Videogame Christmases gave me childhood obesity, and they were worth it. Every year on December 25, while my family celebrated togetherness, giving and the birth of Jesus, I celebrated only gaming. Looking back on the history of gifts received, my Christmas mornings line up like a gallery of classic plays: Metroid Prime, Ico, Metal Gear Solid 2, Half-Life, Fallout 2, Castlevania: Symphony of The Night, Resident Evil, Donkey Kong Country, The Legend of Zelda: A Link to the Past, Super Mario Bros. 3. The eagerness for the holiday intersected the anticipation of the games, annually spinning into a mad typhoon of awe and dopamine. Birthdays and Christmas were the major temporal landmarks of the calendar year, weighted with raw ludic ore. This was the form and ritual of growing up geek.

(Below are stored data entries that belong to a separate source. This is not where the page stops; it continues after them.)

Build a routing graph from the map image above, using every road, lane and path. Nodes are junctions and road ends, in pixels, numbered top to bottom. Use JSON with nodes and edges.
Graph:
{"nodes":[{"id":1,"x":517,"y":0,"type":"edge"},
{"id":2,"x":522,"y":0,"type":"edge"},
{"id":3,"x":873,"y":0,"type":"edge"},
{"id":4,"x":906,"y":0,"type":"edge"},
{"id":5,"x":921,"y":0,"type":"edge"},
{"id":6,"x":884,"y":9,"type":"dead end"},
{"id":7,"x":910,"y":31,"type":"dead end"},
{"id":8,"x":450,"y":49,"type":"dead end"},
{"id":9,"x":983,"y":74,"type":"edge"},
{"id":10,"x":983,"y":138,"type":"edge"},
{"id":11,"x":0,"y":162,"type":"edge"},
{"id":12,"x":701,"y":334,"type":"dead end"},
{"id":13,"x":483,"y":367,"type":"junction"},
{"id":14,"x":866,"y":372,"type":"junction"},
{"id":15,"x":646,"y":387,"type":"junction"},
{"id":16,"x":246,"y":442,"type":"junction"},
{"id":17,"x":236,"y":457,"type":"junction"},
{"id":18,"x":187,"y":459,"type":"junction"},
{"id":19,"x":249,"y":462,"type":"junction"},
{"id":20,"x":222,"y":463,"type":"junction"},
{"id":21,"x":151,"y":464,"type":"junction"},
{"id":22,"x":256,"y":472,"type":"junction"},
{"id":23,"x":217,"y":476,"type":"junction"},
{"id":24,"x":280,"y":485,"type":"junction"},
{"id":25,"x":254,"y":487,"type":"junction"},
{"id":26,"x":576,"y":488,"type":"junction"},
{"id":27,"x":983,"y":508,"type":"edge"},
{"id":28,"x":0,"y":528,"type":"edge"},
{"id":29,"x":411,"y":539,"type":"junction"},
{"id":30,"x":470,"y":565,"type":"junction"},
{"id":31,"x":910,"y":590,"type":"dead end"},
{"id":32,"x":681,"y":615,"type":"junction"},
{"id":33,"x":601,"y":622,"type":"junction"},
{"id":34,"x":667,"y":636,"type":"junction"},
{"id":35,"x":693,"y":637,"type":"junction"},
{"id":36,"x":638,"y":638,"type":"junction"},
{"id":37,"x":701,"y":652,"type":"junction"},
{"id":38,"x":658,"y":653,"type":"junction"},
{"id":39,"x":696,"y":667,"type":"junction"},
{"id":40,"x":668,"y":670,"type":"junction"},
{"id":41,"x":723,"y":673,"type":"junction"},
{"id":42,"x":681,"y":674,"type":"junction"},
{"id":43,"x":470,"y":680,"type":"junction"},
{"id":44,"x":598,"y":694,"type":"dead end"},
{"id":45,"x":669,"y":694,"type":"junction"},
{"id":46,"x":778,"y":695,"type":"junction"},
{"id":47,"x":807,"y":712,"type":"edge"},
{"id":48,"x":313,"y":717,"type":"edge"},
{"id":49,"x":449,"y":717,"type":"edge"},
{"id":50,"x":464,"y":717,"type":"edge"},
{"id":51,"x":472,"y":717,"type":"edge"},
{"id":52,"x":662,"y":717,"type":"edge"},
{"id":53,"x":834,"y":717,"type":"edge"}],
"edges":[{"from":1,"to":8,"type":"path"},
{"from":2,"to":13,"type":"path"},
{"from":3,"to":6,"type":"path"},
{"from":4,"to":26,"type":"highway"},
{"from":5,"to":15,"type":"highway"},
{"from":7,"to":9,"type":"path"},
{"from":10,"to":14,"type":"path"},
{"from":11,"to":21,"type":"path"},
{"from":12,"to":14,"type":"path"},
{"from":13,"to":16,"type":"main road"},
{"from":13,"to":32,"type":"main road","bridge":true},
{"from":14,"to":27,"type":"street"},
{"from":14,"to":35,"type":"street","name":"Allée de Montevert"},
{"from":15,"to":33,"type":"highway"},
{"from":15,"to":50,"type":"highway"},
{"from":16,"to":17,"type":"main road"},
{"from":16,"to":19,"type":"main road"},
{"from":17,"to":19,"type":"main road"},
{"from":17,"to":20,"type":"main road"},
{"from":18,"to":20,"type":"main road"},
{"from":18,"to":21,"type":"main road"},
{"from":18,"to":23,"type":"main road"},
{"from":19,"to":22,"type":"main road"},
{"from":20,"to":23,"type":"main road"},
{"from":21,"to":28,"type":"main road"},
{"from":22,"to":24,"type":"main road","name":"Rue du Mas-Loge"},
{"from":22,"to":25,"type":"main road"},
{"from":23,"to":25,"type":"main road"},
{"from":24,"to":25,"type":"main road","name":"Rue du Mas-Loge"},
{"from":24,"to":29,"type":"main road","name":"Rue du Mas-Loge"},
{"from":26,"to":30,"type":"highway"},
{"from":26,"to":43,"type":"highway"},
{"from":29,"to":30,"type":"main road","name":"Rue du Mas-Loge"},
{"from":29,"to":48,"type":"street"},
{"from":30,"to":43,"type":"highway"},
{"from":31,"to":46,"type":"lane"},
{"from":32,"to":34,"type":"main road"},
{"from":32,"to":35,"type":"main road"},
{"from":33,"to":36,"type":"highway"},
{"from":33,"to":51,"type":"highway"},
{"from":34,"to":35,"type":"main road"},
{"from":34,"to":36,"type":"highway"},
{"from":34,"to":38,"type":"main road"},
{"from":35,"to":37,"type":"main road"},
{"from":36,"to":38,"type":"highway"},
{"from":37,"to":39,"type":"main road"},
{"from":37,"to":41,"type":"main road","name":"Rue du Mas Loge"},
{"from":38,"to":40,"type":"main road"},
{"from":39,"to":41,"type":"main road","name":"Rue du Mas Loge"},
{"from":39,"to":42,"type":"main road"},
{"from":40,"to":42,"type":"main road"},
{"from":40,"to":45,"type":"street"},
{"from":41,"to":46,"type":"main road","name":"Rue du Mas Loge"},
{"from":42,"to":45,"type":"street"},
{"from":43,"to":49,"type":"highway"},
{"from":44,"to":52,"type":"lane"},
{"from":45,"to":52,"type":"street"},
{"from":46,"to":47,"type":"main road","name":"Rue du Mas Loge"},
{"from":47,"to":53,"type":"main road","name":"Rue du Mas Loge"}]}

The one Christmas morning that mattered most, leaving the greatest impression on my memory and appreciation of game design – was dated 12-25-1994, the year Squaresoft released Final Fantasy III in the U.S.
The earlier fantasies were analogous to medieval literature in both setting and structure, their lineated sagas seemed brave and unique back when a few plot twists, an evil wizard, a major character’s sudden, permanent death and some crystals were all you needed to whip up a storyline. These narratives seem contrived in retrospect, largely because their conflicts between ancient demons and magical heroes lacked much indication of human feeling. This emotional indifference might be attributed to the limitations of graphics technology, or the fact that the real meat of playing a Final Fantasy involves picking off blue menus and watching numbers bounce over screen. Yet Final Fantasy III was both graphically limited in terms of emotive representation and based on a gameplay foundation of numerical dynamics, but somehow, for the first time in the series (the sixth installment in Japan), the narrative transcended the hero’s journey model centered on a young male protagonist and his friends.
Final Fantasy III marked the videogame analogy of baroque symphony, featuring a steam-punk setting laced with intoxicating, almost impressionistic, sprite-based visuals and impressive MIDI orchestral tracks. The game opens on the plight and manipulation of a woman at the hands of power-hungry men, and expands to examine a large and varied cast inhabiting all walks in life. In sheer technical terms, these characters were nothing but bins for learned spells and optimized equipments, but interspersed moments of drama, the majority written as vaguely interactive cut-scenes, provide a subtext for the character’s motivations, hopes and weaknesses, providing a glow of meaning beneath the random battles.
The prime example of this interweave between game mechanic and story aesthetic is the opera sequence found early in the storyline’s second act, now almost famous in the canon of classic game moments. Celes, a major female character lamenting her past misdeeds as a military leader, receives the lead role of an opera production for her resemblance to the star actress. Digitized voice tones sing out the story within the story while the player attempts to select the correct lines. Meanwhile, the rest of the team hurries to stop a sabotage of the production, racing against a five-minute clock while being slowed by battles. A sense of passive appreciation clashes with the active rush to save the day, building to a rupture of the in-game opera within the flow of the greater narrative.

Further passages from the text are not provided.